However, recent polls have seen that percentage slip to its lowest level of support in 19 years. That's due in part to some new developments among people who historically have supported the death penalty almost unquestioningly.
For example, Texas Baptists, not known for their liberal activism, recently appointed a committee to study the death penalty and how it is applied in Texas -- by far the most execution-happy state in the nation.
Two years ago, when George W. Bush was governor of Texas, many of the evangelicals who would later help elect him president, including Christian Coalition founder Pat Robertson, criticized Bush for refusing to commute the sentence of convicted murderer Karla Faye Tucker.
Tucker, who experienced a dramatic Christian conversion in prison and later ministered effectively to other imprisoned women, became the unlikely poster child for the anti-death penalty movement. The prominence of Tucker's case led many conservatives, and particularly white evangelical Christians, to consider for the first time the idea that the death penalty may actually be counterproductive in some cases.
Christianity Today, the flagship publication for American evangelicals, plainly stated its opposition to the death penalty on the heels of the Tucker case. "It seems clear that the death penalty has outlived its usefulness," the editors said. "It has not made the United States a safer country or a more equitable one. The potential of life imprisonment without parole and other protective measures, however, offer better options for the state, which must continue to deal with 20,000 murders each year."
The easier issue
The first question is by far the easier of the two for most people. Even the death penalty's most ardent proponents admit capital punishment is not being meted out fairly or equitably.
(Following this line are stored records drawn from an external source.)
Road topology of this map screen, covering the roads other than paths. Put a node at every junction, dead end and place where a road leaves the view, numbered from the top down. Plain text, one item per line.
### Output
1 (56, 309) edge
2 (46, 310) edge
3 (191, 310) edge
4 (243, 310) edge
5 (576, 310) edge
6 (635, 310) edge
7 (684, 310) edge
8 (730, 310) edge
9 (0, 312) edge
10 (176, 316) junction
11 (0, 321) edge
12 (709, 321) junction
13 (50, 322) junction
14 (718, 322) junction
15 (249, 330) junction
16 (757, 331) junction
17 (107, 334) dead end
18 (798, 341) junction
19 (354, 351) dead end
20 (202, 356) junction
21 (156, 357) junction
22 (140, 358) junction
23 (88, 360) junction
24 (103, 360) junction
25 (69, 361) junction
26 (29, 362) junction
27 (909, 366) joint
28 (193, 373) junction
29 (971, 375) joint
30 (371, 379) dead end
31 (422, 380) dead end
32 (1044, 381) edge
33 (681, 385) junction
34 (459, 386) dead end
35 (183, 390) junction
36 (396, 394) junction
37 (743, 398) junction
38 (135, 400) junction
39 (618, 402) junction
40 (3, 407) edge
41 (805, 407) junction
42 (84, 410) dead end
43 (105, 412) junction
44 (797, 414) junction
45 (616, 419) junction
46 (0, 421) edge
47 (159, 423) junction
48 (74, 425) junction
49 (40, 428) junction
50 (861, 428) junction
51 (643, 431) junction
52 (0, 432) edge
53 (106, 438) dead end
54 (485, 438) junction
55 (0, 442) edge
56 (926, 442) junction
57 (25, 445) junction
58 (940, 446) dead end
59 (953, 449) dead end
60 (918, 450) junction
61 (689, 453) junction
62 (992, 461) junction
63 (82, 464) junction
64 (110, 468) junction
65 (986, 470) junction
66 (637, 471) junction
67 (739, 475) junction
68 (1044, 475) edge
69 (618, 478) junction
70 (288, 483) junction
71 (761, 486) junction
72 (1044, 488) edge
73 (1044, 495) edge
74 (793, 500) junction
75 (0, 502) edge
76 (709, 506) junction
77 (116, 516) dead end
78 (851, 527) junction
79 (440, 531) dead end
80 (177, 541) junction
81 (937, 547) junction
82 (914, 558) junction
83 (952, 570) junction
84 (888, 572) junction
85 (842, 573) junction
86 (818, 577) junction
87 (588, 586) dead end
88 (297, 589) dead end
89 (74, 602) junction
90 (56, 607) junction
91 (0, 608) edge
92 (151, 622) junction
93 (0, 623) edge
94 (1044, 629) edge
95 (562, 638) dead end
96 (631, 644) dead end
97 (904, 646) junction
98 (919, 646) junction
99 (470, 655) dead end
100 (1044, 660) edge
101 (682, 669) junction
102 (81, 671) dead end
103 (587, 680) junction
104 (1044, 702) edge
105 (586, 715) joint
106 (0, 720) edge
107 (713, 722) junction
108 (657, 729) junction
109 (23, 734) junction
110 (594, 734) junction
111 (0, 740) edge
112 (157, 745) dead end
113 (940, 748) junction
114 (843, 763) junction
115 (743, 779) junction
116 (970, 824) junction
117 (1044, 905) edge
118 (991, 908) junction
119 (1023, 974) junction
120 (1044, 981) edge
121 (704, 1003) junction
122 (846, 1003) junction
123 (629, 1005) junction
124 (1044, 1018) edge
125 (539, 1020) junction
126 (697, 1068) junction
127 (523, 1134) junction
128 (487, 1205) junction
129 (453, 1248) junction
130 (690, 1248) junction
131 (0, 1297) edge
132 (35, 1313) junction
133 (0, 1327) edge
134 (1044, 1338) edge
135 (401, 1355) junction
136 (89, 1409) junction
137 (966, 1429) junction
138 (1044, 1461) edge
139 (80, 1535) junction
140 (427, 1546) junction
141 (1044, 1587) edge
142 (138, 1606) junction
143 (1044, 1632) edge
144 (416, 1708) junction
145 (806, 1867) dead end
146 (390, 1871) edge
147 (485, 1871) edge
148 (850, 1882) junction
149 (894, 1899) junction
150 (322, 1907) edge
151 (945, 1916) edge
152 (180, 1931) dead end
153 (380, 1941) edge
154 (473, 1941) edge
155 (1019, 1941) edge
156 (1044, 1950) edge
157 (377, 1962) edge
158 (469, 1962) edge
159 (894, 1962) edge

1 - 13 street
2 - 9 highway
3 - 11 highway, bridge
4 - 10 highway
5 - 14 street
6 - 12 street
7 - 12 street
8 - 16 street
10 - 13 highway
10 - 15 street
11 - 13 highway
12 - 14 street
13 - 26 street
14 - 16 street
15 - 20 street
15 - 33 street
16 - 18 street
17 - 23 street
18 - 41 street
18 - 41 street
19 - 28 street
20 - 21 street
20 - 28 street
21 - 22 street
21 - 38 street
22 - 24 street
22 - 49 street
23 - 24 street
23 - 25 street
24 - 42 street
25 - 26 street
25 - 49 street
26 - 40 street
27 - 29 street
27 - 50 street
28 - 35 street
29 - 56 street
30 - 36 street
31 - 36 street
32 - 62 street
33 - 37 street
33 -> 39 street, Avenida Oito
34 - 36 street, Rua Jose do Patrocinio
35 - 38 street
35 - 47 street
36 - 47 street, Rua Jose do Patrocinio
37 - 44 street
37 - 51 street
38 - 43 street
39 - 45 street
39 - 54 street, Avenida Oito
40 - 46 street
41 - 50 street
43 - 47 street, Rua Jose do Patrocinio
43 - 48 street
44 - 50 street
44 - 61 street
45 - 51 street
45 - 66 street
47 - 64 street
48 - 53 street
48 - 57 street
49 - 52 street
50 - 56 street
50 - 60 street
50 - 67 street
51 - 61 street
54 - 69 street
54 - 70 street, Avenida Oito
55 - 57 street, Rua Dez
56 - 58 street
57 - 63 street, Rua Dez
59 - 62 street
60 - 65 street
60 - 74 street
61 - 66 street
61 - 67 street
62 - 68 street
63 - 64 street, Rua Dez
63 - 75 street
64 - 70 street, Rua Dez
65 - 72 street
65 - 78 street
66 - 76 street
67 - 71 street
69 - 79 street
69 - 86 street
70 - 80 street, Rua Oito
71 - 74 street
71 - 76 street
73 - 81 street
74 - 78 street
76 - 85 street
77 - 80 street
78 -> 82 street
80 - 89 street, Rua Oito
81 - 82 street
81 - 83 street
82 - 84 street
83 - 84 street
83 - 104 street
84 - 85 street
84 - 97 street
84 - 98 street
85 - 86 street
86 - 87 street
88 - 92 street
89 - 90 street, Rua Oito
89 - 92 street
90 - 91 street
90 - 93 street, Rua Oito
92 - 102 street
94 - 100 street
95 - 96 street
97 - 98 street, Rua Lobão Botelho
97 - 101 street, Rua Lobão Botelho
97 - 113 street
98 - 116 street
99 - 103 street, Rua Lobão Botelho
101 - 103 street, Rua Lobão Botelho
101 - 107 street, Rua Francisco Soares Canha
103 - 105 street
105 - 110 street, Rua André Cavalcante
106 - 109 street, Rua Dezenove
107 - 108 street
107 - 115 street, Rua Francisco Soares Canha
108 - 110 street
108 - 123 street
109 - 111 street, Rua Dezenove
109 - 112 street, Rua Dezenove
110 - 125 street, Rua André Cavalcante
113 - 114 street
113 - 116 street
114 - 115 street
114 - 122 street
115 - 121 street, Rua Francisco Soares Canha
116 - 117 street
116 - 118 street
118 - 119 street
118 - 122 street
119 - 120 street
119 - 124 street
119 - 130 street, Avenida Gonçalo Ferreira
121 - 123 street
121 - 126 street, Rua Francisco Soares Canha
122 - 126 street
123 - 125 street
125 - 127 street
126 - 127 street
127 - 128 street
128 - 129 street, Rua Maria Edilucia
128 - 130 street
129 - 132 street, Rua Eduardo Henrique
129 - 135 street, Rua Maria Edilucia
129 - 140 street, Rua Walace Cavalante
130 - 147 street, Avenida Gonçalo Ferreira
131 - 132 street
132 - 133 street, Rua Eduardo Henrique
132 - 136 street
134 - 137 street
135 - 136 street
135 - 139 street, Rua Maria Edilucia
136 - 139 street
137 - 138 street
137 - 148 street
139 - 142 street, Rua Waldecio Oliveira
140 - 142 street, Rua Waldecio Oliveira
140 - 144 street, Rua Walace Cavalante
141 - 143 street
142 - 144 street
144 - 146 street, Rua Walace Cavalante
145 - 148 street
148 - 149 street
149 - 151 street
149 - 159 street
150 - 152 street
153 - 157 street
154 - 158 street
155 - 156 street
Illinois Gov. George Ryan -- a Republican who supports capital punishment -- placed an indefinite moratorium on executions in his state a year ago and appointed a high-profile committee to study the death penalty. Ryan took that action after a number of prisoners on Illinois' Death Row were exonerated by new, incontrovertible evidence.
The exculpatory evidence would have remained buried had crusading journalists and graduate students not taken up where the defendants' state-appointed attorneys left off. Had the fate of those defendants been left to the built-in protections of death-penalty laws, many innocent Illinoisans likely would be dead today rather than free. And Illinois is not the only state where there are questions about the accuracy and fairness of the death penalty's application.
The recent presidential campaign brought new scrutiny to Texas' assembly-line executions, calling into serious question the state judicial system's fairness. Media investigations uncovered dozens of convicts on Death Row whose state-appointed defense attorneys had been at best underqualified and at worst guilty of serious malpractice.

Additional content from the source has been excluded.